Just starting with raising chickens here. Buddy gave me 5 hens & one rooster to start. They are all young and one of the hens hadn't started to lay yet. At first I was getting 4 eggs a day..now down to two..Any suggestions as to cause?..Any & all help greatly appreciated. "Newbie" here


----------



## 7chicks (Jun 29, 2012)

Are they molting yet? Mine stopped when they started molting. Also change in amount of daytime hours really makes a difference. I was down to maybe 5 a week out of 7 hens for a few weeks. Now up to 2 or 3 a day again now that they're through a majority of their molt.


----------



## teddy (Sep 6, 2012)

Seems to me every chicken has its own schedule. I had a chicken that laid for 4 days and nothing for a couple of weeks. She was the only green egg layer. That's how I knew.


----------



## rob (Jun 20, 2012)

im still waiting for my first egg.


----------



## kimberley (Sep 8, 2012)

might have a black snake. not poisonous but love eggs and biddies. you need to keep an eye out. i had one and realized i wasnt getting my one green egg. still not getting it. wonder if i have another snake. got rid of one. couldnt believe the chickens werent scared of the snake. they lay in one basked while he cleaned out the eggs in another. hes gone now. I have 15 hens so i might have another but weather changes also affect laying. too hot too much rain any thing can affect laying.


----------



## Roslyn (Jun 21, 2012)

Molting and light will reduce the laying this time of year. However, nesting politics sometimes comes into it as well. If one hen isn't getting her time in the nest box she may find a better place, out there in the world. I have a few that ONLY lay where they choose, and it's up to me to put on my Sherlock Holmes hat and find the $(**&*&%&%&*(()$ things!!! Sometimes I'm lucky and I can place a fake egg in the spot and keep her laying in one place and sometimes I don't find them and the local possum clan finds them for me!!


----------



## kejmack (Sep 3, 2012)

Are they getting enough to eat? I find that is the number one mistake beginners make. It takes a lot of calories to lay eggs. After that, do they have enough water?
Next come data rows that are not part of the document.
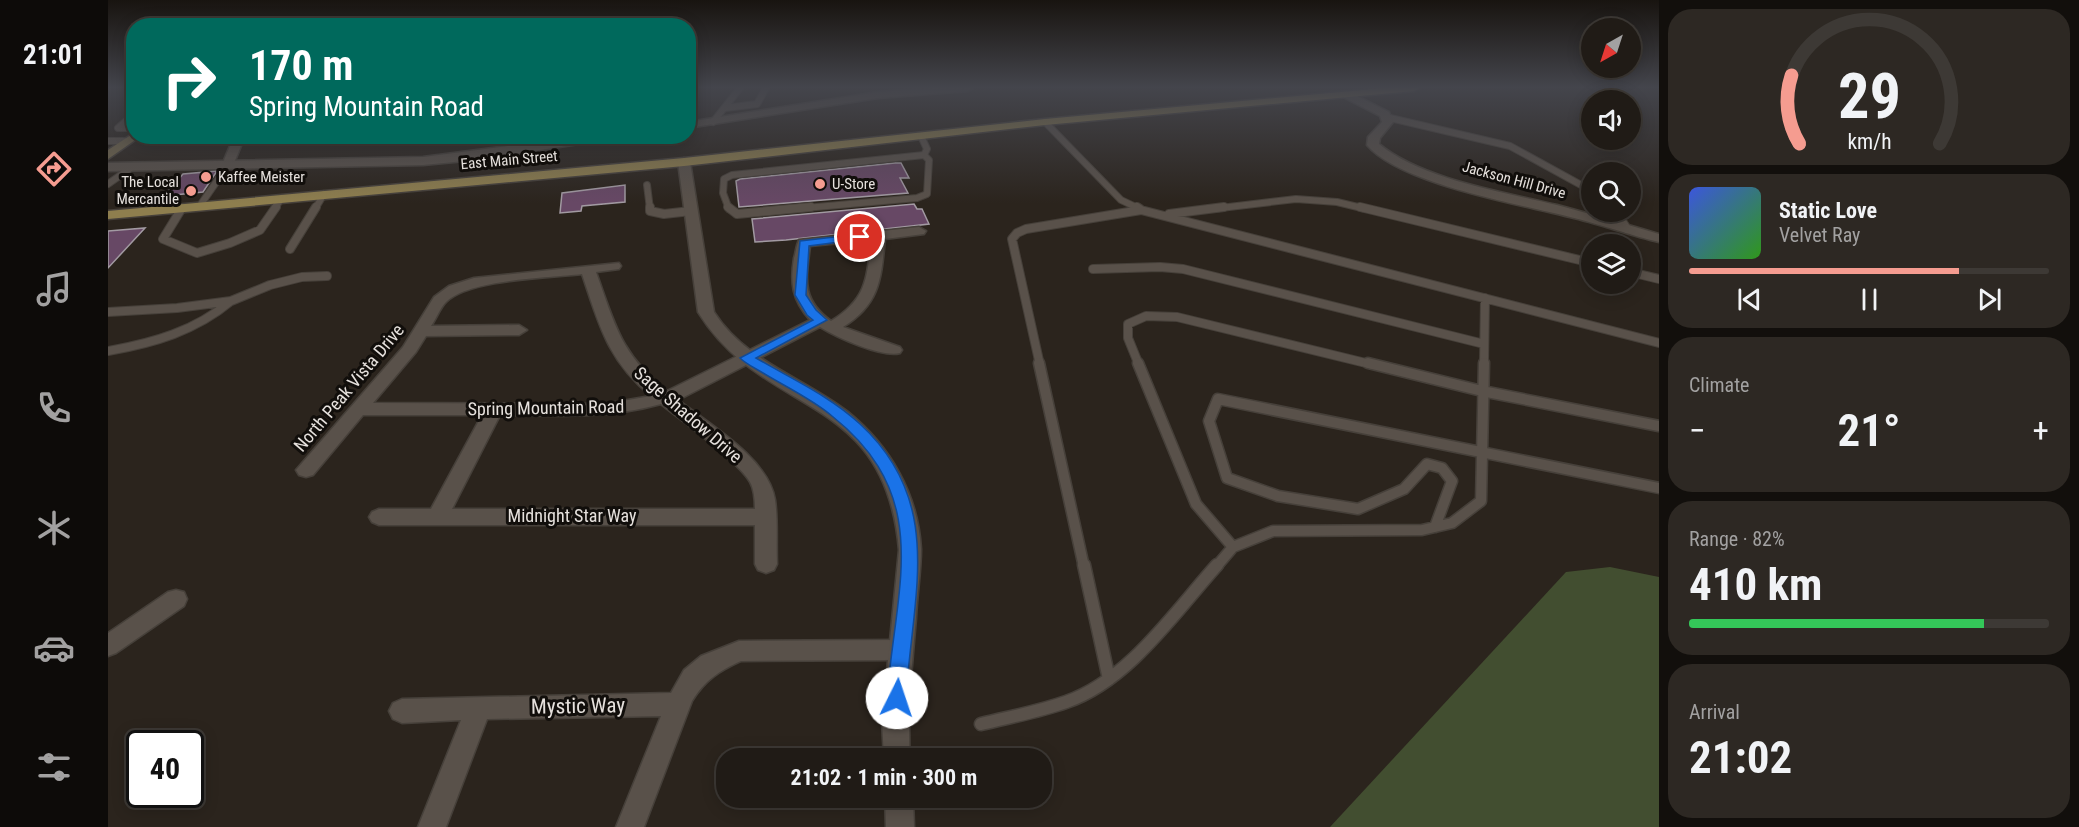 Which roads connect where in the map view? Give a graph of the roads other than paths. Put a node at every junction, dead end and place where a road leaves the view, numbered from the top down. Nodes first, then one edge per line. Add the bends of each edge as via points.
1 (1004, 127) edge
2 (1049, 127) edge
3 (1384, 127) edge
4 (1427, 127) edge
5 (118, 128) joint
6 (126, 128) edge
7 (108, 130) edge
8 (921, 136) junction
9 (126, 139) edge
10 (108, 141) edge
11 (126, 142) edge
12 (237, 144) edge
13 (557, 144) edge
14 (924, 154) junction
15 (108, 155) edge
16 (684, 162) junction
17 (228, 165) junction
18 (108, 167) edge
19 (132, 167) junction
20 (108, 184) edge
21 (647, 185) dead end
22 (1581, 185) edge
23 (324, 194) junction
24 (282, 198) junction
25 (198, 207) junction
26 (182, 208) junction
27 (1142, 210) junction
28 (691, 211) junction
29 (1158, 214) junction
30 (108, 215) edge
31 (1622, 222) edge
32 (1627, 229) junction
33 (919, 231) dead end
34 (878, 235) junction
35 (1659, 238) edge
36 (290, 249) dead end
37 (1581, 259) edge
38 (614, 266) dead end
39 (588, 269) junction
40 (1093, 269) dead end
41 (1641, 275) edge
42 (327, 276) dead end
43 (1659, 279) edge
44 (1485, 298) junction
45 (231, 301) junction
46 (108, 312) edge
47 (826, 324) junction
48 (519, 330) dead end
49 (422, 331) junction
50 (1659, 343) edge
51 (1484, 344) junction
52 (894, 350) dead end
53 (108, 351) edge
54 (747, 358) junction
55 (1482, 392) junction
56 (664, 398) junction
57 (360, 409) junction
58 (494, 410) junction
59 (1659, 426) edge
60 (1481, 452) junction
61 (306, 470) dead end
62 (1659, 488) edge
63 (438, 516) junction
64 (379, 517) dead end
65 (766, 517) junction
66 (1435, 527) junction
67 (1233, 547) junction
68 (766, 564) dead end
69 (176, 599) dead end
70 (108, 646) edge
71 (900, 650) junction
72 (1109, 679) junction
73 (678, 704) junction
74 (479, 708) junction
75 (402, 711) dead end
76 (981, 724) dead end
77 (896, 748) edge
78 (899, 808) edge
79 (432, 827) edge
80 (630, 827) edge
81 (900, 827) edge

1 - 8 main road, East Main Street
2 - 27 lane via 1121,200
3 - 32 street, Jackson Hill Drive via 1374,137 1373,145 1379,153 1486,192
4 - 22 lane via 1510,146
5 - 6 lane
5 - 7 lane
8 - 14 lane via 927,148
8 - 16 main road, East Main Street
9 - 10 lane
11 - 15 main road
12 - 17 street
13 - 17 street via 423,161
14 - 14 lane via 732,175 724,179 723,194 729,210 737,214 917,198 928,190 929,160
16 - 23 main road, East Main Street
16 - 28 street
17 - 19 street
17 - 25 lane
18 - 19 street
19 - 20 lane
21 - 28 lane via 650,211
23 - 24 main road, East Main Street
23 - 36 lane
24 - 25 main road, East Main Street
24 - 26 lane via 260,230 197,253 164,240
25 - 26 main road, East Main Street
26 - 30 main road, East Main Street
27 - 29 lane
27 - 72 lane via 1026,229 1012,239
28 - 54 street via 706,312 727,342
29 - 37 lane via 1304,198 1337,202
29 - 44 lane
31 - 32 lane
32 - 35 street, Jackson Hill Drive
33 - 34 street
34 - 47 street, Spring Mountain Road via 871,291 857,312
34 - 47 street via 804,243 801,295 811,313
38 - 39 street, North Peak Vista Drive
39 - 49 street, North Peak Vista Drive via 464,285 439,300
39 - 56 street, Sage Shadow Drive via 613,341 635,371
40 - 51 lane via 1183,269
41 - 43 lane
42 - 45 lane via 270,285
44 - 50 lane
44 - 51 lane
45 - 46 lane
45 - 53 lane via 216,315 183,333
47 - 52 street
47 - 54 street, Spring Mountain Road
48 - 49 street
49 - 57 street, North Peak Vista Drive
51 - 55 lane
54 - 56 street, Spring Mountain Road
54 - 71 street via 834,410 855,427 895,480 909,526 910,550
55 - 59 lane
55 - 60 lane
55 - 67 lane via 1177,317 1146,316 1128,324 1128,338 1196,504
56 - 58 street, Spring Mountain Road via 605,410
56 - 65 street, Sage Shadow Drive via 752,470 763,488
57 - 58 street, Spring Mountain Road
57 - 61 street, North Peak Vista Drive
58 - 63 street
60 - 62 lane
60 - 66 lane via 1481,501 1452,524
60 - 66 lane via 1218,399 1209,421 1227,478 1278,496 1358,509 1404,489 1427,464 1442,468 1452,481
63 - 64 street, Midnight Star Way
63 - 65 street, Midnight Star Way
65 - 68 street, Sage Shadow Drive
66 - 67 lane via 1273,531
67 - 72 lane via 1131,662
69 - 70 street
71 - 73 street via 730,653 693,678
71 - 77 street
72 - 76 lane via 1067,702
73 - 74 street, Mystic Way
73 - 80 street
74 - 75 street, Mystic Way
74 - 79 street
78 - 81 street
Are they too hot? Too cold? Molting? Are racoons or snakes getting the eggs before you do?


----------



## hollyosborn (Jul 8, 2012)

Mine are on strike.. im getting TWO... i have 27 hens! LOL someones getting sold!!!!


----------



## Lady_Alia (Jul 11, 2012)

rob said:


> im still waiting for my first egg.


You're kidding!!! I got mine this spring (yes, I fell for the little peepers at Easter) and I'm getting almost a dozen a day!


----------



## Sundancers (Jun 20, 2012)

How long have you had them?

It maybe that they need time to settle into their "new home" ...


----------